So, now, I would say I definitely feel pregnant. Before, I sort of felt fake pregnant. I knew it in my head, but didn't feel it so much...
This week has been an interesting week of pregnancy experiences. First, 20 weeks marks the halfway point, but as a friend so aptly put it, I'm "not half as big as [I'm] going to get." But, I'm pretty much out of regular clothes and primarily in maternity clothes by now, which is new.
Next, we got to see the ultrasound of the baby, which was incredible. I couldn't believe how much the baby looked like a baby! And what's more, that that baby was inside me! How amazing! It was so cute and precious. Just an adorable little thing that I can't wait to see and meet properly. We found out the sex was "probably" a girl. Everything looked pretty girly in the nether region and the technician couldn't find boy parts, concluding it was probably a girl.

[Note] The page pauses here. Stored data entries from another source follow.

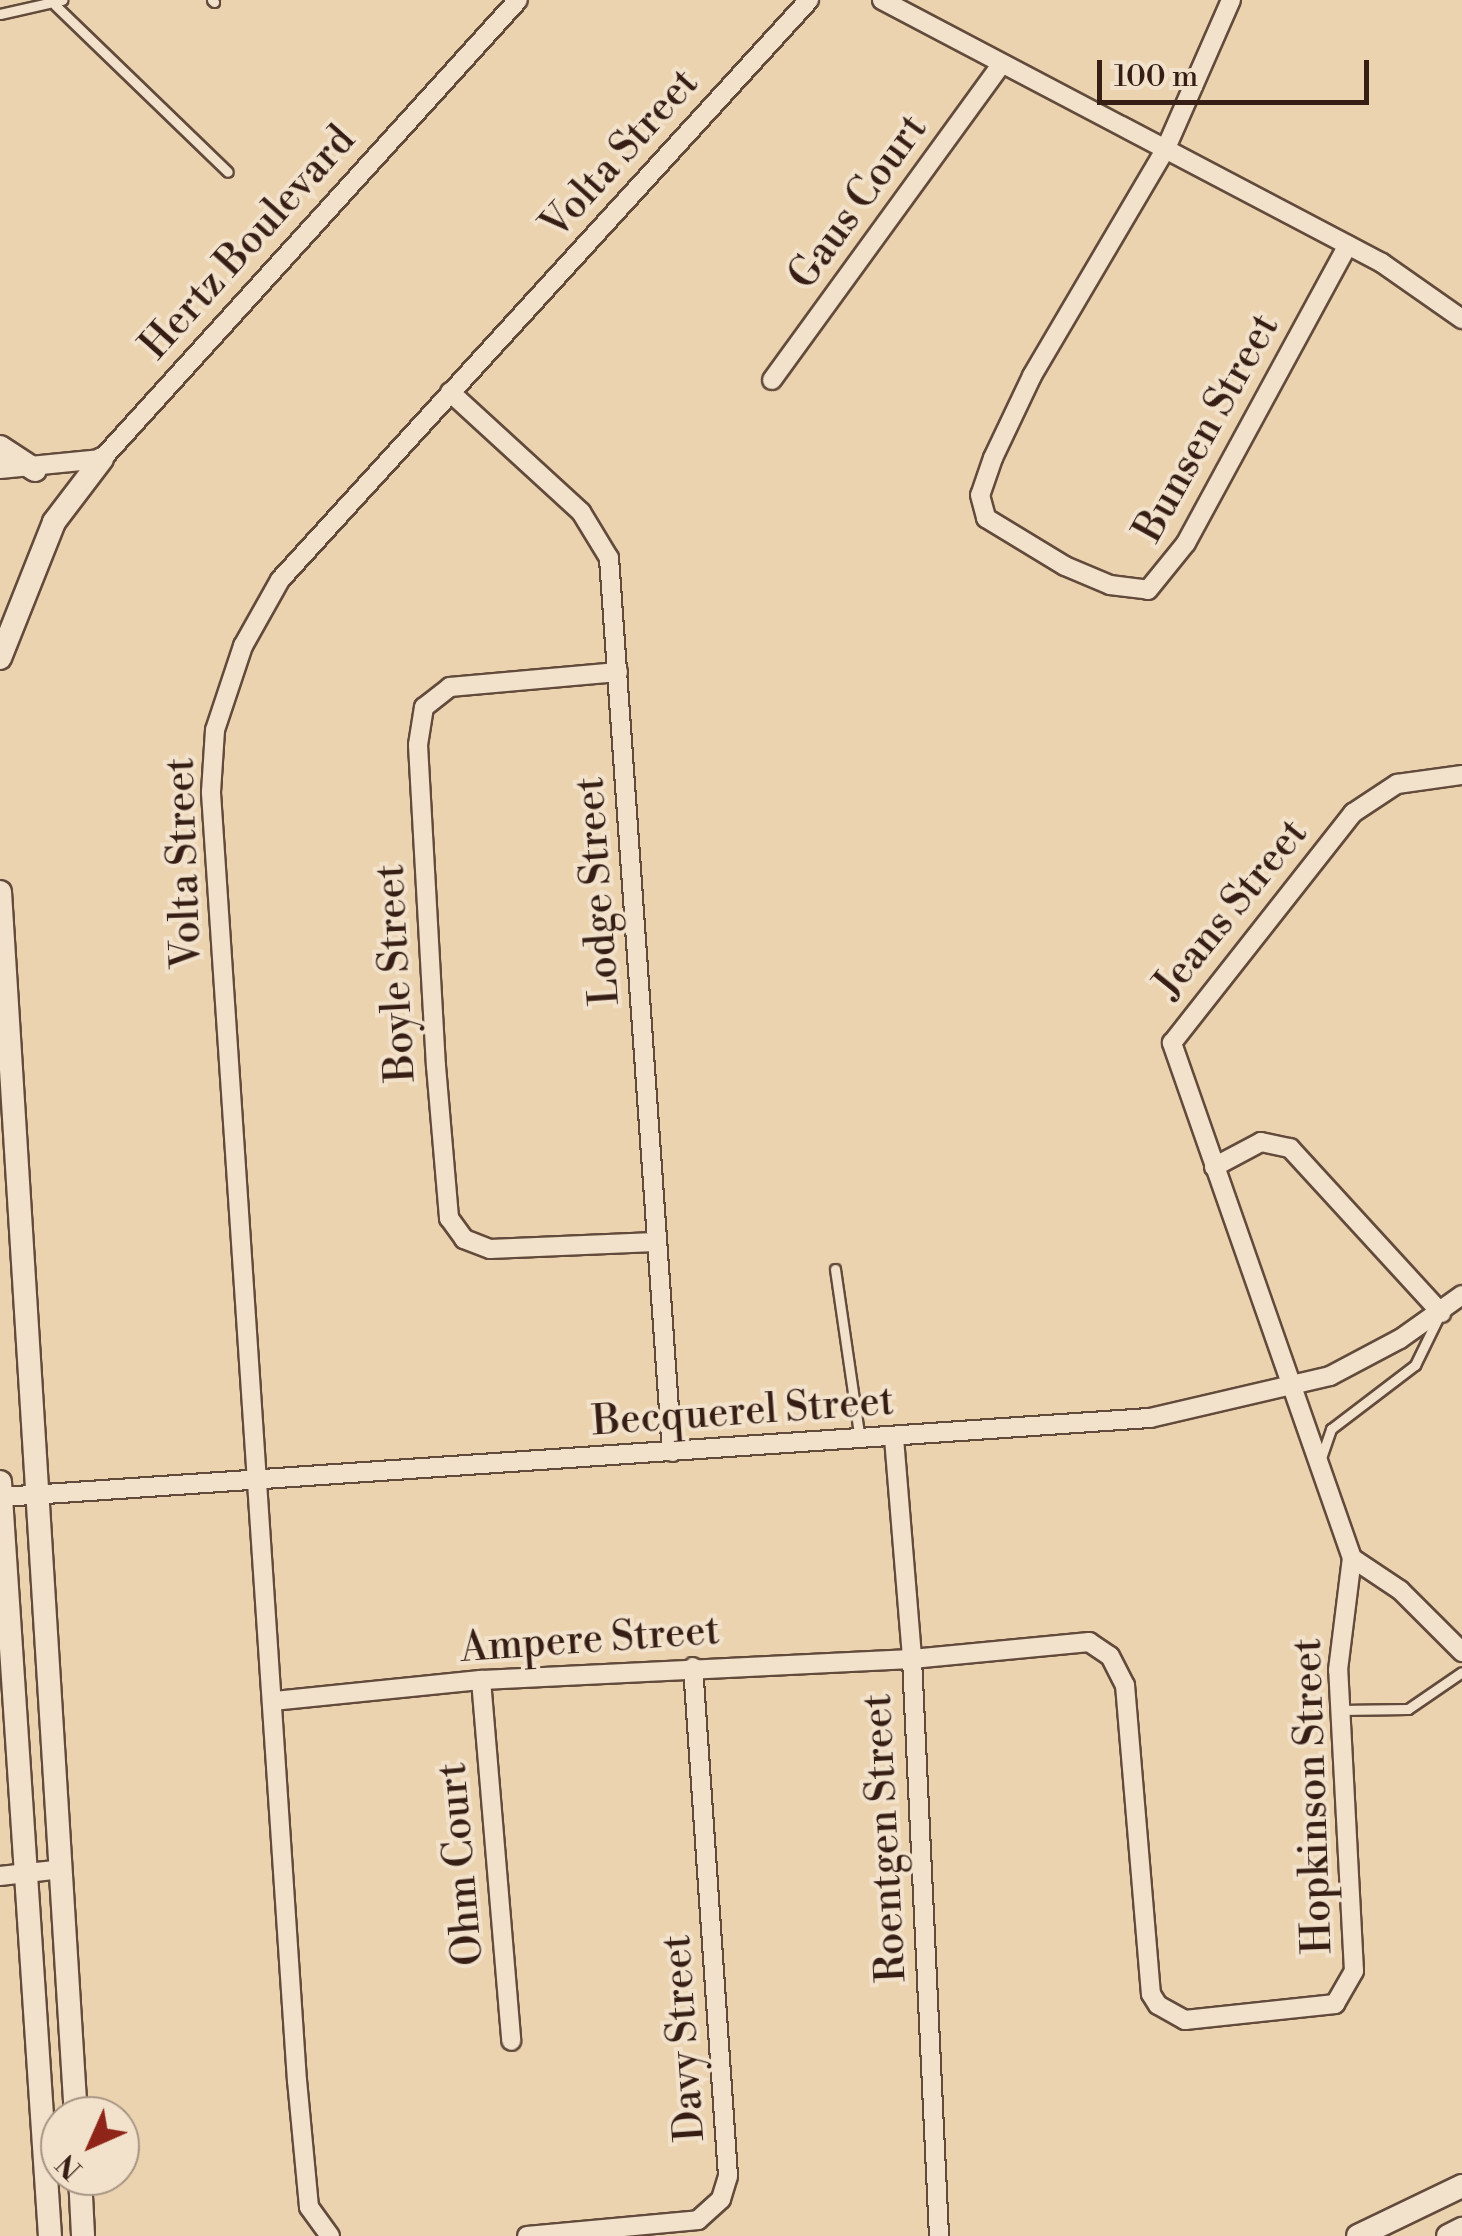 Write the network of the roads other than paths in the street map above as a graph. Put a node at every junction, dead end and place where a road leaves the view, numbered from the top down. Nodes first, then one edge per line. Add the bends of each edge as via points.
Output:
1 (518, 0) edge
2 (808, 0) edge
3 (882, 0) edge
4 (1231, 0) edge
5 (58, 3) edge
6 (0, 14) edge
7 (1001, 65) junction
8 (1165, 150) junction
9 (228, 172) dead end
10 (1348, 244) junction
11 (1462, 319) edge
12 (772, 380) dead end
13 (450, 392) junction
14 (0, 447) edge
15 (102, 459) junction
16 (0, 469) edge
17 (36, 470) junction
18 (0, 658) edge
19 (618, 672) junction
20 (1462, 775) edge
21 (0, 892) edge
22 (1214, 1166) junction
23 (655, 1242) junction
24 (836, 1269) dead end
25 (1462, 1295) edge
26 (1441, 1313) junction
27 (1297, 1388) junction
28 (894, 1438) junction
29 (860, 1441) junction
30 (672, 1452) junction
31 (1320, 1461) junction
32 (258, 1481) junction
33 (1, 1490) edge
34 (40, 1495) junction
35 (1352, 1558) junction
36 (1462, 1652) edge
37 (912, 1659) junction
38 (694, 1667) junction
39 (1462, 1672) edge
40 (481, 1680) junction
41 (274, 1700) junction
42 (1340, 1710) junction
43 (62, 1869) junction
44 (26, 1875) junction
45 (0, 1876) edge
46 (510, 2041) dead end
47 (75, 2096) edge
48 (1462, 2186) edge
49 (81, 2196) edge
50 (1462, 2229) edge
51 (50, 2236) edge
52 (83, 2236) edge
53 (330, 2236) edge
54 (527, 2236) edge
55 (939, 2236) edge
56 (1358, 2236) edge
57 (1448, 2236) edge

1 - 15 street, Hertz Boulevard
2 - 13 street, Volta Street
3 - 7 street
4 - 8 street
5 - 6 lane
5 - 9 lane
7 - 8 street
7 - 12 street, Gaus Court
8 - 10 street
8 - 10 street, Bunsen Street via 1032,376 982,486 986,518 1065,566 1130,591 1148,590 1160,580
10 - 11 street
13 - 19 street, Lodge Street via 598,534 609,558
13 - 32 street, Volta Street via 280,580 243,646 215,730 211,792
14 - 17 street
15 - 17 street
15 - 18 street via 54,522
16 - 17 street
19 - 23 street, Lodge Street
19 - 23 street, Boyle Street via 450,687 424,707 418,746 436,1066 448,1218 464,1239 490,1249
20 - 22 street, Jeans Street via 1397,784 1354,813 1178,1031 1173,1055
21 - 34 street
22 - 26 street via 1261,1142 1290,1148
22 - 27 street, Jeans Street
23 - 30 street, Lodge Street
24 - 29 lane
25 - 26 street, Becquerel Street
26 - 27 street, Becquerel Street
26 - 31 lane via 1416,1365 1331,1429
27 - 28 street, Becquerel Street via 1150,1418
27 - 31 street, Hopkinson Street
28 - 29 street, Becquerel Street
28 - 37 street, Roentgen Street
29 - 30 street, Becquerel Street
30 - 32 street, Becquerel Street
31 - 35 street, Hopkinson Street
32 - 34 street, Becquerel Street
32 - 41 street, Volta Street
33 - 34 street, Becquerel Street
33 - 44 street
34 - 43 street
35 - 36 street via 1400,1590
35 - 42 street, Hopkinson Street via 1340,1634
37 - 38 street, Ampere Street
37 - 42 street, Hopkinson Street via 1090,1642 1110,1656 1124,1685 1151,1994 1166,2013 1185,2020 1323,2009 1351,1983
37 - 55 street, Roentgen Street
38 - 40 street, Ampere Street
38 - 54 street, Davy Street via 728,2176 712,2212 698,2220
39 - 42 lane via 1408,1709
40 - 41 street, Ampere Street
40 - 46 street, Ohm Court
41 - 53 street via 309,2207
43 - 44 street
43 - 47 street
44 - 45 street
44 - 51 street
48 - 56 street
49 - 52 street
50 - 57 street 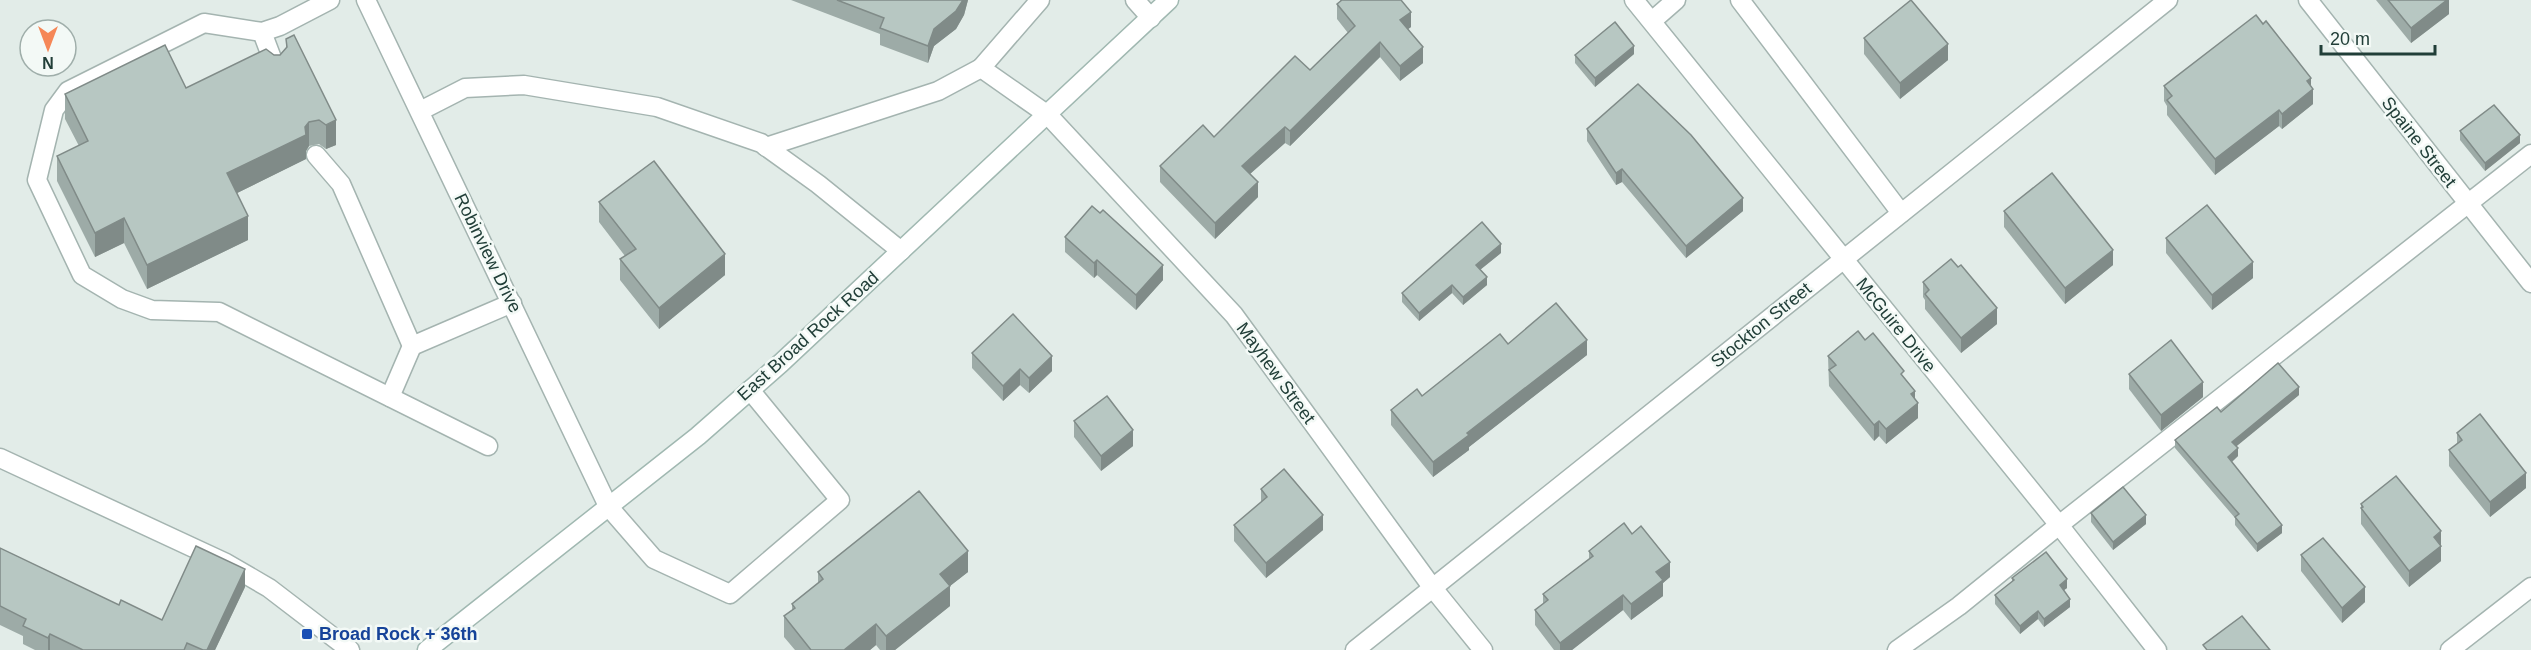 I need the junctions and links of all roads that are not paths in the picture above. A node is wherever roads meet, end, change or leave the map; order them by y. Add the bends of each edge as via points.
1 (330, 0) edge
2 (366, 0) edge
3 (1040, 0) edge
4 (1135, 0) edge
5 (1170, 0) edge
6 (1634, 0) edge
7 (1676, 0) edge
8 (1740, 0) edge
9 (2168, 0) edge
10 (2308, 0) edge
11 (1151, 18) junction
12 (1652, 21) junction
13 (262, 32) junction
14 (981, 68) junction
15 (276, 69) edge
16 (420, 111) junction
17 (1048, 115) junction
18 (766, 147) junction
19 (2531, 154) edge
20 (316, 155) dead end
21 (2468, 204) junction
22 (1901, 213) junction
23 (901, 251) junction
24 (1843, 259) junction
25 (2531, 283) edge
26 (512, 303) junction
27 (412, 346) junction
28 (750, 390) junction
29 (390, 397) junction
30 (488, 446) dead end
31 (0, 458) edge
32 (609, 506) junction
33 (2059, 525) junction
34 (1432, 587) junction
35 (2531, 588) edge
36 (350, 650) edge
37 (427, 650) edge
38 (1355, 650) edge
39 (1483, 650) edge
40 (1898, 650) edge
41 (2157, 650) edge
42 (2450, 650) edge

1 - 13 street
2 - 16 street, Robinview Drive
3 - 14 street
4 - 11 street
5 - 11 street, East Broad Rock Road
6 - 12 street, McGuire Drive
7 - 12 street
8 - 22 street
9 - 22 street, Stockton Street
10 - 21 street, Spaine Street
11 - 17 street, East Broad Rock Road
12 - 24 street, McGuire Drive
13 - 15 street
13 - 29 street via 204,23 68,90 54,110 37,180 82,275 122,299 152,310 219,312
14 - 17 street, Mayhew Street
14 - 18 street via 938,91
16 - 18 street via 465,88 524,86 657,107
16 - 26 street, Robinview Drive
17 - 23 street, East Broad Rock Road
17 - 34 street, Mayhew Street via 1234,315
18 - 23 street via 818,183
19 - 21 street
20 - 27 street via 341,184
21 - 25 street, Spaine Street
21 - 33 street
22 - 24 street, Stockton Street
23 - 28 street, East Broad Rock Road
24 - 33 street, McGuire Drive
24 - 34 street, Stockton Street
26 - 27 street
26 - 32 street, Robinview Drive
27 - 29 street
28 - 32 street, East Broad Rock Road
28 - 32 street, Robinview Drive via 840,500 730,594 654,559
29 - 30 street
31 - 36 street via 226,562 269,588
32 - 37 street, East Broad Rock Road
33 - 40 street
33 - 41 street, McGuire Drive
34 - 38 street, Stockton Street
34 - 39 street, Mayhew Street
35 - 42 street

My mom arrived in town with a box full of baby clothes that I wore when I was little and the realities just continue sinking in. I feel a little humbled knowing that my survival at the same age as my baby was entirely dependent on her and I thanked her for it, despite how weird it sounded to say, "Um, thanks for carrying me for 9 months, Mom." She laughed. What else can you say to that?
Then, she and I registered for gifts and it was really my first walk through a baby store, thinking deeply through the realities of what it will mean to actually have a baby, including the challenges of giving her a bath, feeding her, dressing her, taking her with me places, and more. Trying to think through all the scenarios really made it hit home for me...
Then, we did a 3D ultrasound. Partly because I wanted to confirm the gender, partly because my mom was in town and I thought it would be fun for her, and partly just because I wanted one done! Sure enough, it's definitely a girl! And she is so precious. I can't wait to meet her!!! Watched the video with my husband later (he was too sick with the flu to join us at the ultrasound place) and burst into tears. So emotional...
This week also marked my first experiences with some of the more negative pregnancy symptoms, such as back pain and, well, lets just say that sneezing is no longer as enjoyable as it used to be, so I'm working hard on Kegels to combat the effects. For the first time in my life I actually considered buying orthopedic inserts for my shoes because even my flats were sort of hurting my back! This from the girl who swore up and down to wear heels all through pregnancy. What is happening to me?!
All these realities and events in one week! It's been tough to absorb them all, although mostly they are very exciting. I don't have much longer to finish sewing up all that maternity stuff I wanted to make. And, after that, I won't have long to start sewing baby stuff! I better get on it!